Quel idiot. Son jeune frère était bien trop idiot pour ne pas se rendre compte.

« Es-tu en train de me dire que je vais devoir travailler avec ces hommes poissons et leur coucou suprême ? »

Ou bien, au contraire, était-il trop intelligent dans sa cruauté ?

Fort heureusement, Thor parvenait à conserver une voix neutre, bien loin de l'orage qui grondait déjà dans ses veines. « Vous avez conscience que l'eau et la foudre ne font jamais bon ménage ? » Et ce n'était pas l'envie qui lui manquait de leur montrer, à tous. À lui. Surtout à lui.

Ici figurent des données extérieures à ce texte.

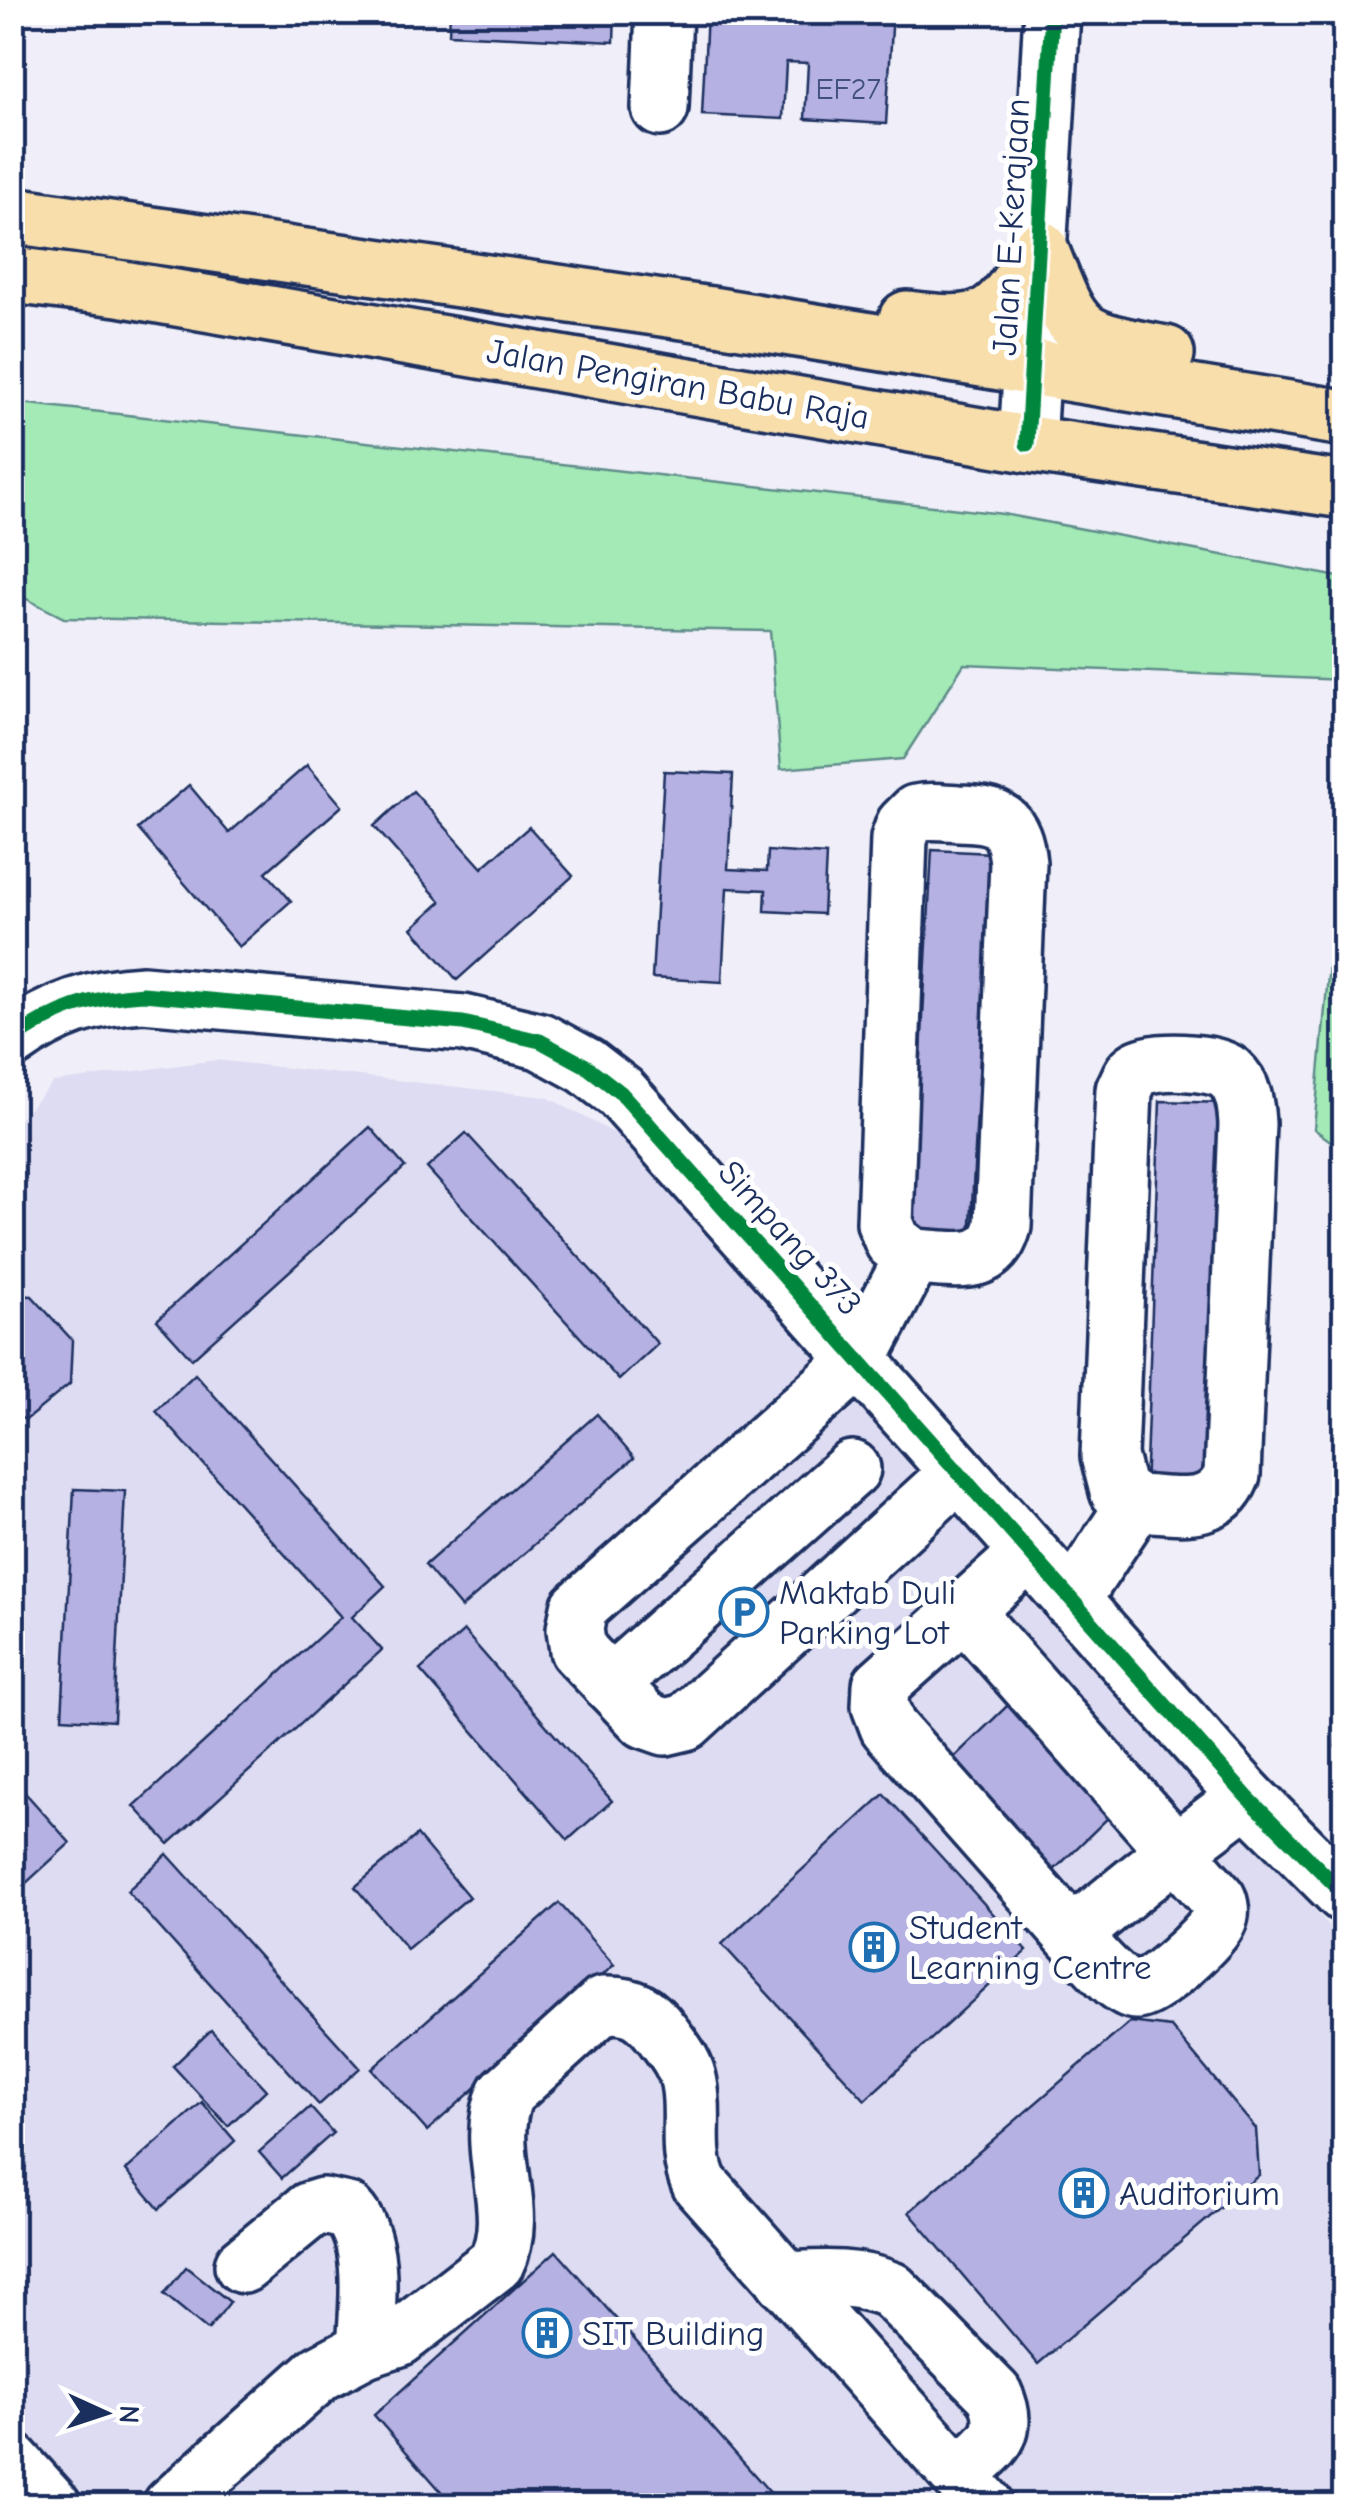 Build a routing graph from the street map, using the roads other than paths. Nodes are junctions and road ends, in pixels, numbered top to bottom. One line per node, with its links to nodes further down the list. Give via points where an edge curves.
1 (664, 12): 3 (street)
2 (1052, 12): 5 (street, Jalan E-Kerajaan)
3 (660, 108)
4 (12, 215): 7 (main road, Jalan Pengiran Babu Raja)
5 (1040, 249): 7 (main road, via 1009,300 966,324 746,298); 8 (street, Jalan E-Kerajaan); 9 (main road, via 1064,310 1101,342 1294,376)
6 (12, 275): 11 (main road, Jalan Pengiran Babu Raja)
7 (630, 304): 8 (main road, Jalan Pengiran Babu Raja)
8 (1034, 366): 10 (main road, Jalan Pengiran Babu Raja); 11 (street, Jalan E-Kerajaan)
9 (1344, 400)
10 (1344, 418)
11 (1027, 444): 12 (main road, Jalan Pengiran Babu Raja)
12 (1344, 490)
13 (12, 1040): 15 (street, Simpang 373, via 68,1008 143,994 462,1023 540,1040 621,1093)
14 (913, 1257): 14 (street, via 976,1259 994,1249 1003,1226 1018,863 1008,828 989,814 916,813 899,839 884,1223 893,1242); 15 (street)
15 (860, 1360): 16 (street); 18 (street, Simpang 373)
16 (806, 1408): 17 (street); 24 (street, via 579,1608 578,1650)
17 (852, 1468): 20 (street); 24 (street)
18 (958, 1474): 20 (street); 21 (street, Simpang 373)
19 (1136, 1504): 19 (street, via 1207,1504 1219,1498 1232,1475 1247,1124 1239,1086 1220,1068 1148,1064 1133,1072 1124,1090 1108,1456 1118,1492); 22 (street)
20 (902, 1526): 24 (street, via 686,1722 665,1727 645,1720)
21 (1028, 1554): 22 (street, Simpang 373); 23 (street)
22 (1071, 1601): 25 (street, Simpang 373)
23 (963, 1610): 26 (street); 28 (street, via 881,1685 880,1706 888,1727)
24 (610, 1684)
25 (1247, 1797): 26 (street); 27 (street, Simpang 373)
26 (1177, 1850): 28 (street); 28 (street, via 1218,1899 1220,1917 1151,1986 1124,1988)
27 (1344, 1894)
28 (1072, 1935)
29 (243, 2266): 31 (street, via 310,2210 347,2211 363,2242 369,2290)
30 (784, 2280): 31 (street, via 691,2166 689,2080 681,2060 638,2008 603,2005 506,2094 498,2111 507,2226 496,2263 399,2338); 32 (street); 32 (street, via 839,2276 891,2290 994,2394 1002,2428)
31 (365, 2349): 33 (street, via 320,2373)
32 (972, 2490)
33 (171, 2506)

Bien évidemment que Loki savait.

Sylvie lui offrit un sourire en coin, un air à la fois malicieux et compatissant peint sur ses traits. Comme détentrice d'une vérité connue de personne. « Ne t'en fais pas, joli cœur.

- Je ne m'en fais pas » répondit-il par automatisme. Sans être certain de partager le même sujet que la jeune femme concernant la crainte énoncée. Qu'aurait-il pu craindre de toute manière ? Il était un Dieu, et le peu de chose qu'il possédait était déjà perdu, ou en train de se faner : il avait abandonné son trône, sa famille n'était plus que des fragments égarés, et son frère préférait jouer les sauveurs reptiliens au bras d'un thon volant plutôt que de lui offrir audience.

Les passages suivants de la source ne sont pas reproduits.